Transcribe the entries that follow, word for word.

=-=-=

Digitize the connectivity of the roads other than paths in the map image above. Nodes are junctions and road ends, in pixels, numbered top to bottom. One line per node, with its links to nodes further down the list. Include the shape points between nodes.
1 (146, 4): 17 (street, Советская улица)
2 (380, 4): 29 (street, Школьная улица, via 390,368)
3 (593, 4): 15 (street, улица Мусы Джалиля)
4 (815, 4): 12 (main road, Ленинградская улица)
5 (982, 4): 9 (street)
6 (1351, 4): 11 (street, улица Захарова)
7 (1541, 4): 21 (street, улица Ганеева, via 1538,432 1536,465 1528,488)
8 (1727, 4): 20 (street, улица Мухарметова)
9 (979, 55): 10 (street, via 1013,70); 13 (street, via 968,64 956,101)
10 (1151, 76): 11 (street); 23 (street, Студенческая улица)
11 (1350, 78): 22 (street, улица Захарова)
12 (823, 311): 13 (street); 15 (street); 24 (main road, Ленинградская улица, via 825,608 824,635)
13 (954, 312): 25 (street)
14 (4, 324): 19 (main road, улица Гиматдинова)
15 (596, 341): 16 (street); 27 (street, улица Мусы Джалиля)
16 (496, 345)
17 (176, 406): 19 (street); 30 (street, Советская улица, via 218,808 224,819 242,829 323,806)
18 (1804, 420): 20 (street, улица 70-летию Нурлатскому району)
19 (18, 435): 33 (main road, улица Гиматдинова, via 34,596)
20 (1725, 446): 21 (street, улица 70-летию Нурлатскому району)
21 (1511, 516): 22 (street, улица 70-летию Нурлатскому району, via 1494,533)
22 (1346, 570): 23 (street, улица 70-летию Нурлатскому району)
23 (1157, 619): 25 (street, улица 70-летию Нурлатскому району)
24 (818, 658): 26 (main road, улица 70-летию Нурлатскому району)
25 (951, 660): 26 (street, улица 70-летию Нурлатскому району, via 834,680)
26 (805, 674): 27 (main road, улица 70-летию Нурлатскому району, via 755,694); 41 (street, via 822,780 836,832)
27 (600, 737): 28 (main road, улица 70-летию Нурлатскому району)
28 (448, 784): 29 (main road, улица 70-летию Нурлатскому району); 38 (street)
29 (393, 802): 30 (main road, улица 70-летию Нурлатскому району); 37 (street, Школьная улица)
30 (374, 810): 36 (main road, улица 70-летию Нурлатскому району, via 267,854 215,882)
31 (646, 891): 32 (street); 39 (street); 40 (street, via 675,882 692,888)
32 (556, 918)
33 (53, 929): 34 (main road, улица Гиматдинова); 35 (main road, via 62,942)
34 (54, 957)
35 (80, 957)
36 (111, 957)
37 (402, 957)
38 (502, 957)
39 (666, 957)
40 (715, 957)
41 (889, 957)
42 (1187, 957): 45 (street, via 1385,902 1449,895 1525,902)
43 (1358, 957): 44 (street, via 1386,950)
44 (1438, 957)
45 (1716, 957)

=-=-=

### OUTPUT OF THE EXERCISE
Digitize the connectivity of the roads other than paths in the map image above. Nodes are junctions and road ends, in pixels, numbered top to bottom. One line per node, with its links to nodes further down the list. Include the shape points between nodes.
1 (146, 4): 17 (street, Советская улица)
2 (380, 4): 29 (street, Школьная улица, via 390,368)
3 (593, 4): 15 (street, улица Мусы Джалиля)
4 (815, 4): 12 (main road, Ленинградская улица)
5 (982, 4): 9 (street)
6 (1351, 4): 11 (street, улица Захарова)
7 (1541, 4): 21 (street, улица Ганеева, via 1538,432 1536,465 1528,488)
8 (1727, 4): 20 (street, улица Мухарметова)
9 (979, 55): 10 (street, via 1013,70); 13 (street, via 968,64 956,101)
10 (1151, 76): 11 (street); 23 (street, Студенческая улица)
11 (1350, 78): 22 (street, улица Захарова)
12 (823, 311): 13 (street); 15 (street); 24 (main road, Ленинградская улица, via 825,608 824,635)
13 (954, 312): 25 (street)
14 (4, 324): 19 (main road, улица Гиматдинова)
15 (596, 341): 16 (street); 27 (street, улица Мусы Джалиля)
16 (496, 345)
17 (176, 406): 19 (street); 30 (street, Советская улица, via 218,808 224,819 242,829 323,806)
18 (1804, 420): 20 (street, улица 70-летию Нурлатскому району)
19 (18, 435): 33 (main road, улица Гиматдинова, via 34,596)
20 (1725, 446): 21 (street, улица 70-летию Нурлатскому району)
21 (1511, 516): 22 (street, улица 70-летию Нурлатскому району, via 1494,533)
22 (1346, 570): 23 (street, улица 70-летию Нурлатскому району)
23 (1157, 619): 25 (street, улица 70-летию Нурлатскому району)
24 (818, 658): 26 (main road, улица 70-летию Нурлатскому району)
25 (951, 660): 26 (street, улица 70-летию Нурлатскому району, via 834,680)
26 (805, 674): 27 (main road, улица 70-летию Нурлатскому району, via 755,694); 41 (street, via 822,780 836,832)
27 (600, 737): 28 (main road, улица 70-летию Нурлатскому району)
28 (448, 784): 29 (main road, улица 70-летию Нурлатскому району); 38 (street)
29 (393, 802): 30 (main road, улица 70-летию Нурлатскому району); 37 (street, Школьная улица)
30 (374, 810): 36 (main road, улица 70-летию Нурлатскому району, via 267,854 215,882)
31 (646, 891): 32 (street); 39 (street); 40 (street, via 675,882 692,888)
32 (556, 918)
33 (53, 929): 34 (main road, улица Гиматдинова); 35 (main road, via 62,942)
34 (54, 957)
35 (80, 957)
36 (111, 957)
37 (402, 957)
38 (502, 957)
39 (666, 957)
40 (715, 957)
41 (889, 957)
42 (1187, 957): 45 (street, via 1385,902 1449,895 1525,902)
43 (1358, 957): 44 (street, via 1386,950)
44 (1438, 957)
45 (1716, 957)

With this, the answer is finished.